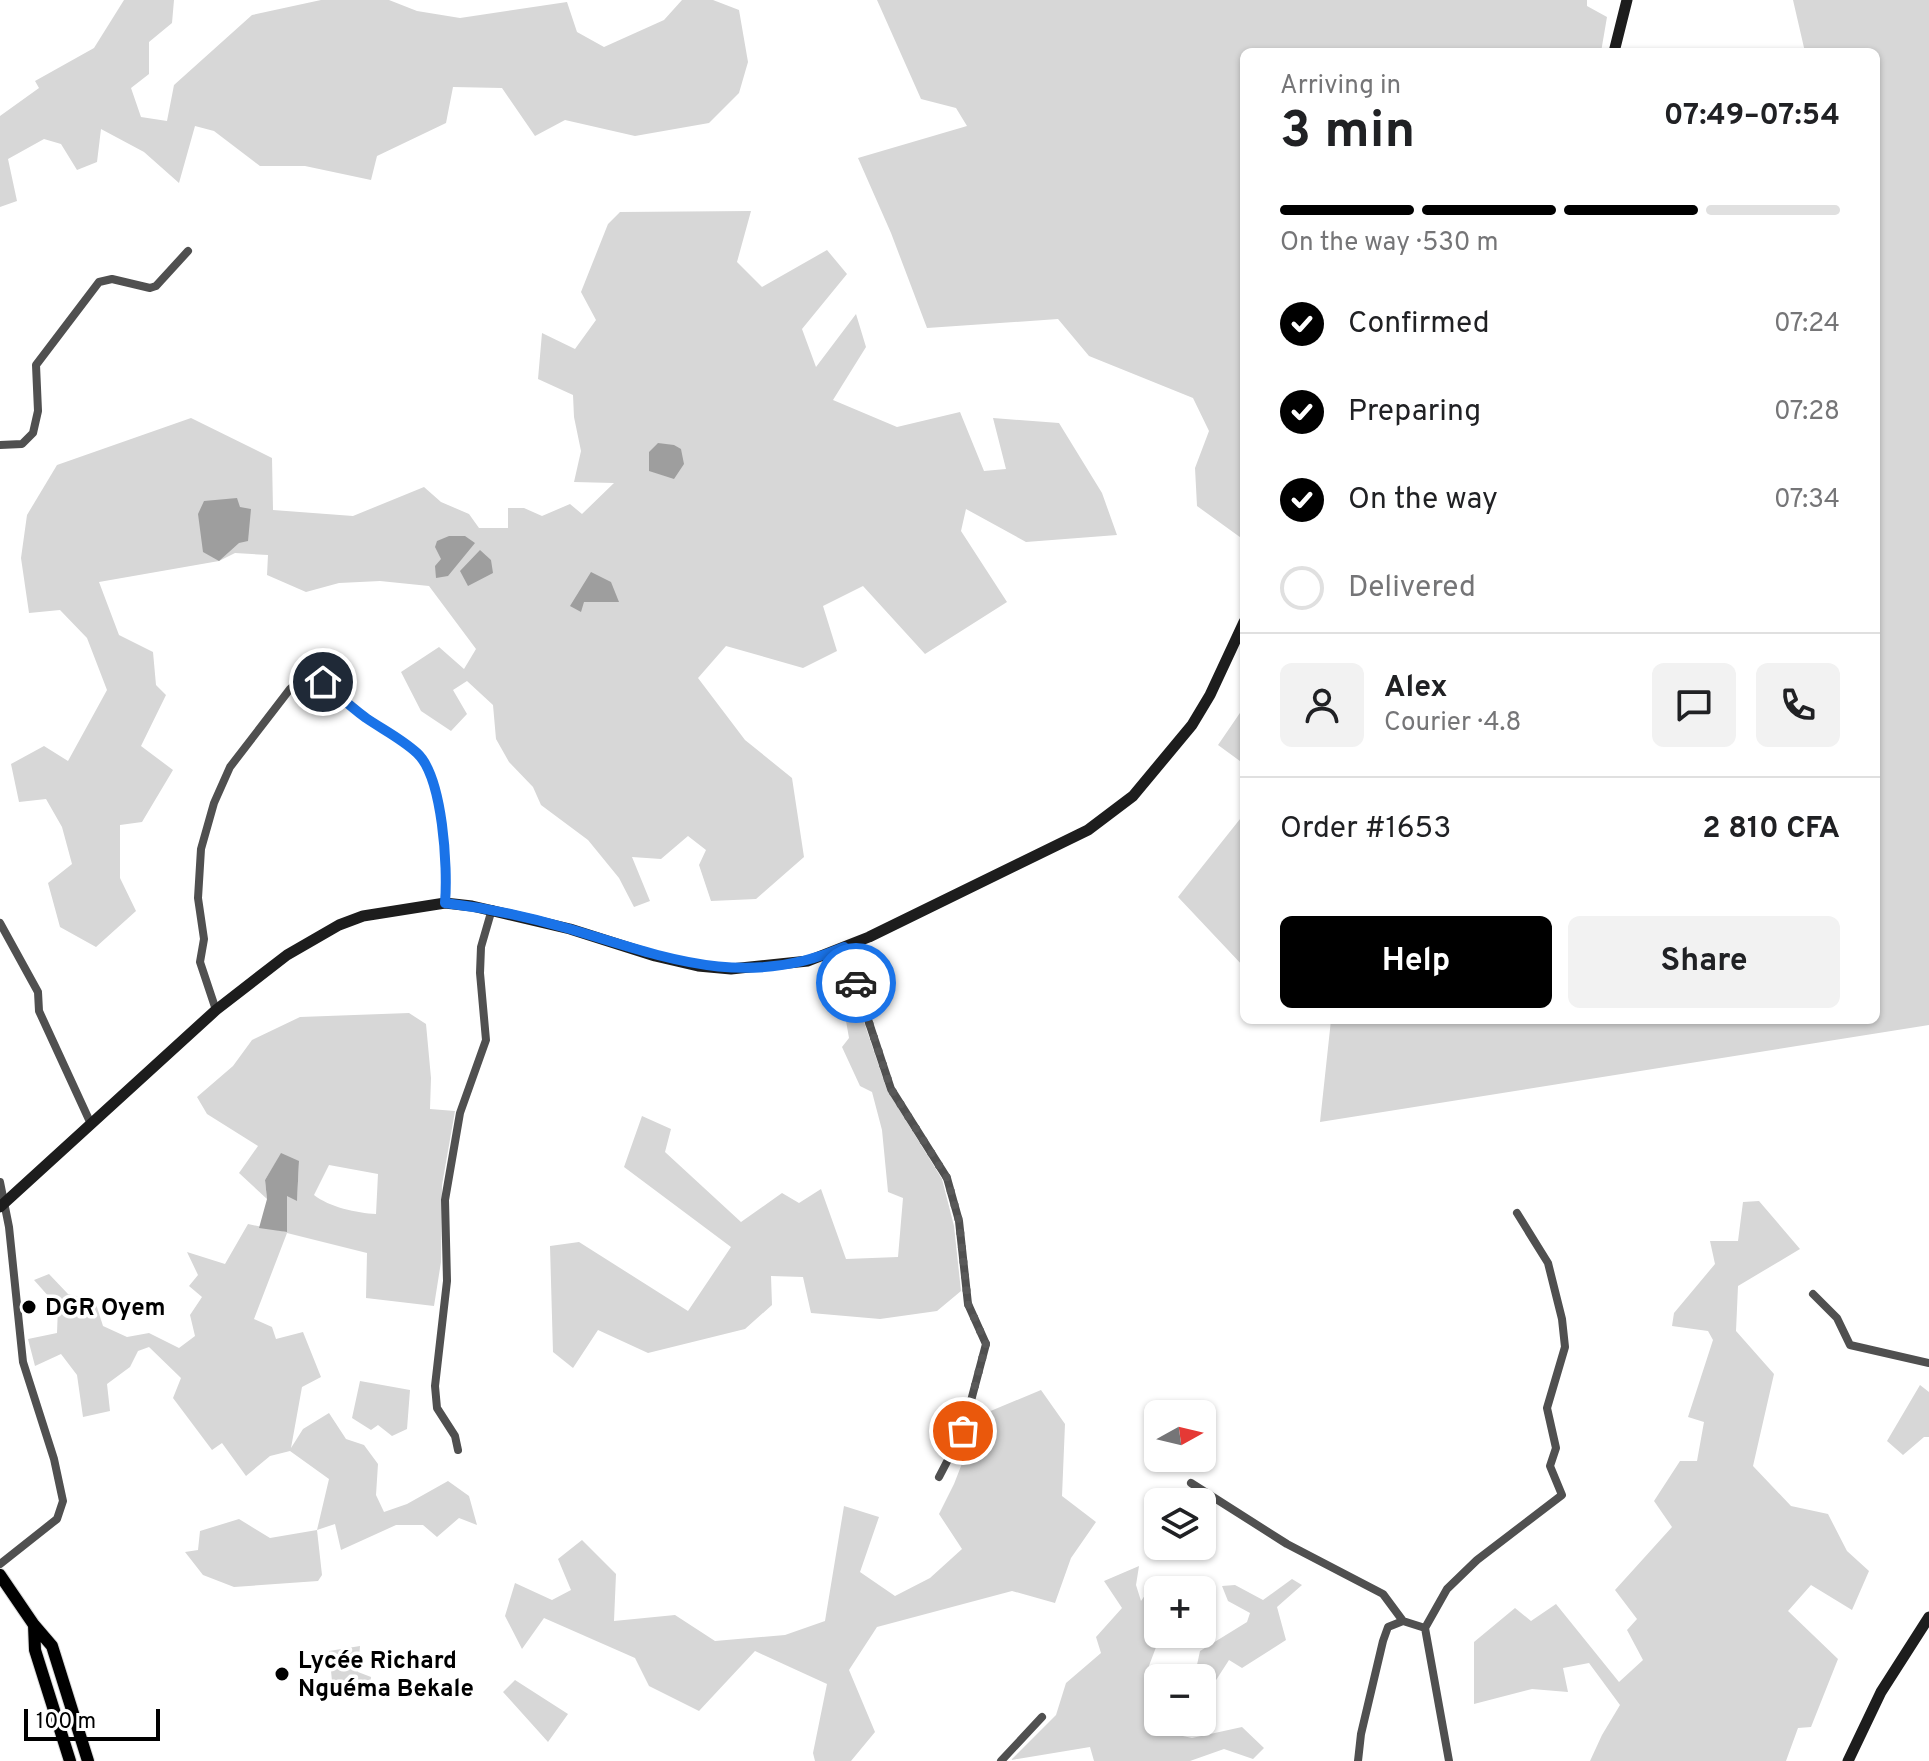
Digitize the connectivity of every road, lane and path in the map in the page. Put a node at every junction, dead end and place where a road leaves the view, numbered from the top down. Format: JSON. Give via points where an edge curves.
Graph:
{"nodes":[{"id":1,"x":1627,"y":0,"type":"edge"},
{"id":2,"x":1615,"y":48,"type":"edge"},
{"id":3,"x":188,"y":251,"type":"dead end"},
{"id":4,"x":0,"y":445,"type":"edge"},
{"id":5,"x":1240,"y":631,"type":"edge"},
{"id":6,"x":445,"y":903,"type":"junction"},
{"id":7,"x":492,"y":909,"type":"junction"},
{"id":8,"x":0,"y":923,"type":"edge"},
{"id":9,"x":844,"y":947,"type":"junction"},
{"id":10,"x":216,"y":1010,"type":"junction"},
{"id":11,"x":91,"y":1124,"type":"junction"},
{"id":12,"x":0,"y":1182,"type":"edge"},
{"id":13,"x":3,"y":1204,"type":"edge"},
{"id":14,"x":1517,"y":1213,"type":"dead end"},
{"id":15,"x":1813,"y":1294,"type":"dead end"},
{"id":16,"x":1929,"y":1363,"type":"edge"},
{"id":17,"x":458,"y":1450,"type":"dead end"},
{"id":18,"x":939,"y":1477,"type":"dead end"},
{"id":19,"x":1191,"y":1483,"type":"dead end"},
{"id":20,"x":0,"y":1564,"type":"edge"},
{"id":21,"x":0,"y":1575,"type":"edge"},
{"id":22,"x":1929,"y":1617,"type":"edge"},
{"id":23,"x":1403,"y":1621,"type":"junction"},
{"id":24,"x":34,"y":1625,"type":"junction"},
{"id":25,"x":1425,"y":1628,"type":"junction"},
{"id":26,"x":1042,"y":1717,"type":"dead end"},
{"id":27,"x":70,"y":1761,"type":"edge"},
{"id":28,"x":88,"y":1761,"type":"edge"},
{"id":29,"x":1001,"y":1761,"type":"edge"},
{"id":30,"x":1358,"y":1761,"type":"edge"},
{"id":31,"x":1449,"y":1761,"type":"edge"},
{"id":32,"x":1848,"y":1761,"type":"edge"}],
"edges":[{"from":1,"to":2,"type":"street"},
{"from":3,"to":4,"type":"street","via":[[156,286],[99,282],[36,365],[38,411],[33,433],[22,444]]},
{"from":5,"to":9,"type":"street","via":[[1192,725],[1112,814]]},
{"from":6,"to":7,"type":"street"},
{"from":6,"to":10,"type":"street","via":[[339,925],[287,955]]},
{"from":6,"to":10,"type":"street","via":[[442,824],[425,763],[323,682],[299,681],[230,767],[201,849],[200,962]]},
{"from":7,"to":9,"type":"street","via":[[698,966],[731,969],[808,961]]},
{"from":7,"to":17,"type":"street","via":[[481,947],[486,1040],[460,1113],[445,1200],[447,1281],[435,1386],[437,1408]]},
{"from":8,"to":11,"type":"street","via":[[38,992],[39,1011]]},
{"from":9,"to":18,"type":"street","via":[[891,1089],[947,1178],[959,1221],[968,1304],[986,1344],[963,1431]]},
{"from":10,"to":11,"type":"street"},
{"from":11,"to":13,"type":"street"},
{"from":12,"to":13,"type":"street"},
{"from":13,"to":20,"type":"street","via":[[23,1362],[63,1501],[57,1519]]},
{"from":14,"to":25,"type":"street","via":[[1548,1263],[1562,1319],[1565,1347],[1547,1408],[1556,1448],[1550,1466],[1562,1495],[1447,1589]]},
{"from":15,"to":16,"type":"street","via":[[1837,1318],[1850,1345]]},
{"from":19,"to":23,"type":"street","via":[[1287,1544],[1383,1594]]},
{"from":21,"to":24,"type":"main road"},
{"from":22,"to":32,"type":"street","via":[[1881,1692]]},
{"from":23,"to":25,"type":"street"},
{"from":23,"to":30,"type":"street","via":[[1388,1627],[1383,1641]]},
{"from":24,"to":27,"type":"main road","via":[[35,1650]]},
{"from":24,"to":28,"type":"main road","via":[[52,1646]]},
{"from":25,"to":31,"type":"street"},
{"from":26,"to":29,"type":"street"}]}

• _WHAT TO WORK ON_
Check each line of the preceding material for the word "road", then state how many lines contain it, with no other text.

• _TASK RESULT_
4